In this case, as can often happen when similar divergences develop, the internals “caught up” with price and we had an intraday price reversal that flipped price movement from positive to negative within the span of a few hours.

The momentum oscillator is the 3/10 Oscillator, but it could just as easily be a Rate of Change or any other momentum oscillator.  The goal is to compare price highs to oscillator highs.  If the oscillator forms a lower swing high when price makes a higher high, then this gives us a negative momentum divergence as seen in the highlighted zone.

The TICK reflects market internals and reflects the difference in stocks “ticking” higher at a given moment vs those “ticking” lower.  TICK highs should logically confirm or go along with new price highs.

If price forms a  new high while the TICK index forms a lower high – as shown above – then this also is a negative divergence and serves as a non-confirmation of the price highs.

Just after 9:00CST, price formed a new high with the TICK index registering 1,073 more stocks “ticking up” than ticking down.  Later, after 9:30 CST (on the 1-min chart), we see an absolute new price high on the session, though the TICK index now registers 930, locking in the negative internal divergence.

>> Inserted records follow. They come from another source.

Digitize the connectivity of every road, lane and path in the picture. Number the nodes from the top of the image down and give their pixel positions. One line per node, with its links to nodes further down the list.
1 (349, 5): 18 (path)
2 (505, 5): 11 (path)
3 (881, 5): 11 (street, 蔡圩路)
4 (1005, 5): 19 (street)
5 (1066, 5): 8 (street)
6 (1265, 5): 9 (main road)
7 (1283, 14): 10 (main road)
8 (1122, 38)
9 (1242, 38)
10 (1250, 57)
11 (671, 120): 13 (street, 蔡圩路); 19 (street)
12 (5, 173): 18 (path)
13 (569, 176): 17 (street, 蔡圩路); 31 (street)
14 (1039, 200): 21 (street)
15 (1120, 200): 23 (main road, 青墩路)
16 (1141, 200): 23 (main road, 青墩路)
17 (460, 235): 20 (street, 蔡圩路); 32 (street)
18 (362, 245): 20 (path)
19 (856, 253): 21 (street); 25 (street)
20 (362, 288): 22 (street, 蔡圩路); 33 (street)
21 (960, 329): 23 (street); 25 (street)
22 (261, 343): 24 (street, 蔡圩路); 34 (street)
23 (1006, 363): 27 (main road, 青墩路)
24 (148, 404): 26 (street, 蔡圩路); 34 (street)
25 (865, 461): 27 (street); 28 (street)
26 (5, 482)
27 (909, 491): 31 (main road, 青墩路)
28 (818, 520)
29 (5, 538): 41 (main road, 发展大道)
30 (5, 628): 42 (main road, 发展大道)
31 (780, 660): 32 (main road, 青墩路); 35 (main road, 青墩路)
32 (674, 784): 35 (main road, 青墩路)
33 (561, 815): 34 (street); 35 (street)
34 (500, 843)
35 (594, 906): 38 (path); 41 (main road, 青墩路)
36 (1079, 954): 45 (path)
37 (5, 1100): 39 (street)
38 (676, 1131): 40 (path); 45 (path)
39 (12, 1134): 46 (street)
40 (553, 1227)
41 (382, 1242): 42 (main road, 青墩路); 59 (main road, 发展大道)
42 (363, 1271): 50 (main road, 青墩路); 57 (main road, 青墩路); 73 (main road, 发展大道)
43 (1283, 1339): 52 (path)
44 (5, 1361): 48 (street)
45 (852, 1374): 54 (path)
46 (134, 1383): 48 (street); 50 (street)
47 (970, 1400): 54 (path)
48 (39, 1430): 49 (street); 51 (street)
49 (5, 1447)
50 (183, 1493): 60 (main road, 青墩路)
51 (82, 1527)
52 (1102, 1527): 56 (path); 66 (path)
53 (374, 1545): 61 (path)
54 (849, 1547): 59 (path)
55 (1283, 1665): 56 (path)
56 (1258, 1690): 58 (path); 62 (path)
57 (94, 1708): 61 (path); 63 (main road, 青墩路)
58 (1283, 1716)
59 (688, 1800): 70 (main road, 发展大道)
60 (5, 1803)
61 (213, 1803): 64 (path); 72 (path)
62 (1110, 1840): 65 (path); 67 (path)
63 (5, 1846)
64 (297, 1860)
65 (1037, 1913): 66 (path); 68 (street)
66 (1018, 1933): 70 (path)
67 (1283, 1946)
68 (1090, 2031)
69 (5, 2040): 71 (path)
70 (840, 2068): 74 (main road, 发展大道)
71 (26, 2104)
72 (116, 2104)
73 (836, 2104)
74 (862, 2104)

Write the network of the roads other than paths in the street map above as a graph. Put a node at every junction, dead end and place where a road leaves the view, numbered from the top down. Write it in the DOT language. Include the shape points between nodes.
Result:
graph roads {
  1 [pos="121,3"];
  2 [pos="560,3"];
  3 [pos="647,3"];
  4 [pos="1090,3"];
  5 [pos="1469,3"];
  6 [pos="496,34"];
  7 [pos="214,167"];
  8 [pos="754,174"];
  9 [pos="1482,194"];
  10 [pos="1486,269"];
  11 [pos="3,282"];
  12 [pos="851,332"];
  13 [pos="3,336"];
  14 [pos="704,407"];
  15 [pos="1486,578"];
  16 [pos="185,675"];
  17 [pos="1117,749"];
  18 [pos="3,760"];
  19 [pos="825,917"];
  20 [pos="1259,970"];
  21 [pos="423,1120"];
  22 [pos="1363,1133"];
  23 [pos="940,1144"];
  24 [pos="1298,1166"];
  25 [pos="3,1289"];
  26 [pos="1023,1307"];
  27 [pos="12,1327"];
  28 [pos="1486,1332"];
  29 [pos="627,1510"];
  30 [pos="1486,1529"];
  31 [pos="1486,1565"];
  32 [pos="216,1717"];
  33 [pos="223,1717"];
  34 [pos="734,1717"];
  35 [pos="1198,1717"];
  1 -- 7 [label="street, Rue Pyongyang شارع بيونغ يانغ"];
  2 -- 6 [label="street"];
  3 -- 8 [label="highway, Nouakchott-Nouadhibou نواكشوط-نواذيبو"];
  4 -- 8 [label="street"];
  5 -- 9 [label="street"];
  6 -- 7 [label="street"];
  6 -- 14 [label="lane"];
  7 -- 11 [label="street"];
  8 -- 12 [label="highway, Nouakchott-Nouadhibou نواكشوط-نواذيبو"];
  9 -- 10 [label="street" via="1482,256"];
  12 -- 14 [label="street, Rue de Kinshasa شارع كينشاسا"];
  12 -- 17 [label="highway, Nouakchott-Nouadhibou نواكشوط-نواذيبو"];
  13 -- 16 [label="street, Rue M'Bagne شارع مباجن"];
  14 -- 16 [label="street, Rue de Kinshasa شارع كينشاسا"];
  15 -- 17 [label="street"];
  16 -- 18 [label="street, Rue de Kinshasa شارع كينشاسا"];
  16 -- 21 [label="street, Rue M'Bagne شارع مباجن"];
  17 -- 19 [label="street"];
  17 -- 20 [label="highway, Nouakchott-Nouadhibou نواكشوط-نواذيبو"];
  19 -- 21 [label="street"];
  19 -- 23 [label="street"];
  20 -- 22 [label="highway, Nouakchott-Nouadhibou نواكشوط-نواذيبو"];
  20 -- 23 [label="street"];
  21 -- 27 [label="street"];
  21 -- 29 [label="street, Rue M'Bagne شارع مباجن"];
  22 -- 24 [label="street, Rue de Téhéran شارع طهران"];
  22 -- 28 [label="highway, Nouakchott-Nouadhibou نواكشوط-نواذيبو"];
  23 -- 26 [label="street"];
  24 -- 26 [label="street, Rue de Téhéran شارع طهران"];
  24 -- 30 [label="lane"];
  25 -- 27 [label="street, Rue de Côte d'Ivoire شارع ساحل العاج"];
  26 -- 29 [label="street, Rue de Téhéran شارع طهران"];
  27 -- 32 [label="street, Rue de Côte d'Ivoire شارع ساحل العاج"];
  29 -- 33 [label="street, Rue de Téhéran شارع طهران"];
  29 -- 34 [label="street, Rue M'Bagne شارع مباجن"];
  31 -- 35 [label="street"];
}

Price then reversed from this level, leaving the TICK and Momentum divergence underneath the intraday price highs.

I go deeper into describing this, along with many other set-ups, opportunities, and lessons in each day’s “Idealized Trades” Daily Report, which is both an educational service to teach you specific intraday trading insights via examining multiple examples of a concept, and a “what might we look to do tomorrow?” service in terms of levels to watch and structural opportunities of which to be aware.  Check out the page for more information.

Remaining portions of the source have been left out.